Based on the latest Bureau of the Treasury (BTr) data, privatization proceeds reached ₱1.25 billion as of May, more than triple of the only ₱399 million generated during the first five months of last year.
When asked if the downscaled privatization target could still be met without the proceeds from the CBK power complex, Recto signaled it may fall short.
“Not necessarily through privatization. We’re doing better in other areas. There are still privatization efforts, but we’re seeing better performance, for example, in dividend collections,” Recto told reporters.
Dividend remittances from government-owned and/or -controlled corporations (GOCCs) are expected to exceed the ₱20-billion full-year target by ₱90 billion to ₱110 billion. Based on the goal, this year’s dividend collection could reach roughly ₱130 billion.
It can be noted that the unchanged target had already been exceeded in May when 50 GOCCs remitted a total of ₱76 billion.
DOF Chief-of-Staff and Undersecretary Maria Luwalhati C. Dorotan-Tiuseco disclosed to reporters that total dividend collections from GOCCs reached ₱92.3 billion as of July. This is equivalent to 71 percent of the projected collection.
Land Bank of the Philippines (Landbank) contributed the largest share at ₱26 billion, accounting for 28.2 percent of the total. It was followed by the Bangko Sentral ng Pilipinas (BSP) with ₱18.8 billion, 20.5 percent; Philippine Amusement and Gaming Corp. (Pagcor) with ₱12.7 billion, 13.8 percent; Philippine Deposit Insurance Corp. (PDIC) with ₱10.1 billion, 10.9 percent; and Power Sector Assets and Liabilities Management Corp. (PSALM) with ₱9 billion, 9.8 percent.
Completing the list of the top 10 GOCC dividend contributors were the Philippine Ports Authority (PPA), Manila International Airport Authority (MIAA), Clark Development Corp. (CDC), Philippine National Oil Co. (PNOC), and Bases Conversion and Development Authority (BCDA), which remitted a total of ₱15.6 billion to the national treasury.
Recto said earlier that total collections from GOCCs this year will surpass the more than ₱136 billion recorded in 2024.
“The amount is expected to exceed ₱100 billion by the end of the year and surpass the level in 2024,” the DOF said in May.
To recall, 52 GOCCs remitted a total of ₱136.3 billion in dividends to the BTr in 2024, exceeding the ₱100-billion full-year target and marking a 35-percent increase from remittances in 2023.
Under Republic Act (RA) No. 7656 or the Dividend Law, GOCCs are mandated to remit at least 50 percent of their net earnings from the previous year as dividends to the national government.
To recall, the DOF requested GOCCs to raise their share to 75 percent to maximize non-tax revenue. As of now, Recto said there are no plans to increase this further.

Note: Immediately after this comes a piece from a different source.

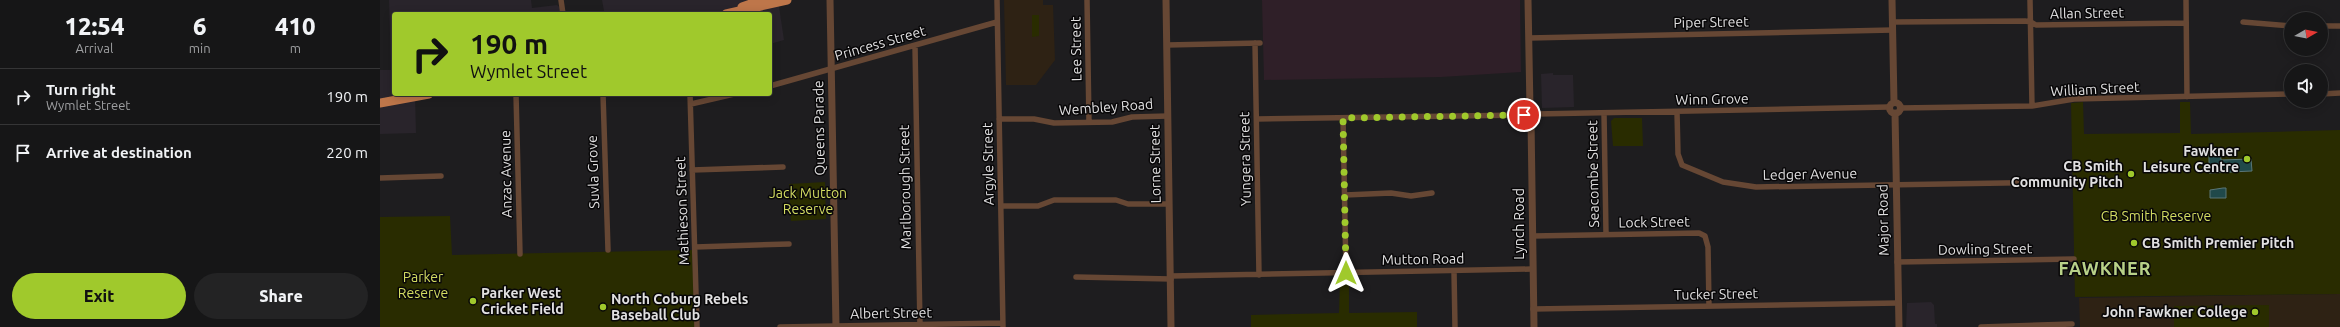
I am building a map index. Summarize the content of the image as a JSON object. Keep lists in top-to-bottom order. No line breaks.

Dividends from state-run firms are a major source of non-tax revenues for the national government. These are used to finance the administration’s priority programs without the need to impose new taxes.
As for the privatization of idle government assets, the original target under this year’s revenue program was ₱101 billion. It was slashed to ₱50 billion in April and reduced further to just ₱5 billion in June.
Based on the Budget of Expenditures and Sources of Financing (BESF) for fiscal year (FY) 2025, the government is projected to earn a total of ₱210.8 billion in non-tax revenues, 48.3-percent lower than the ₱407.5-billion program in 2024.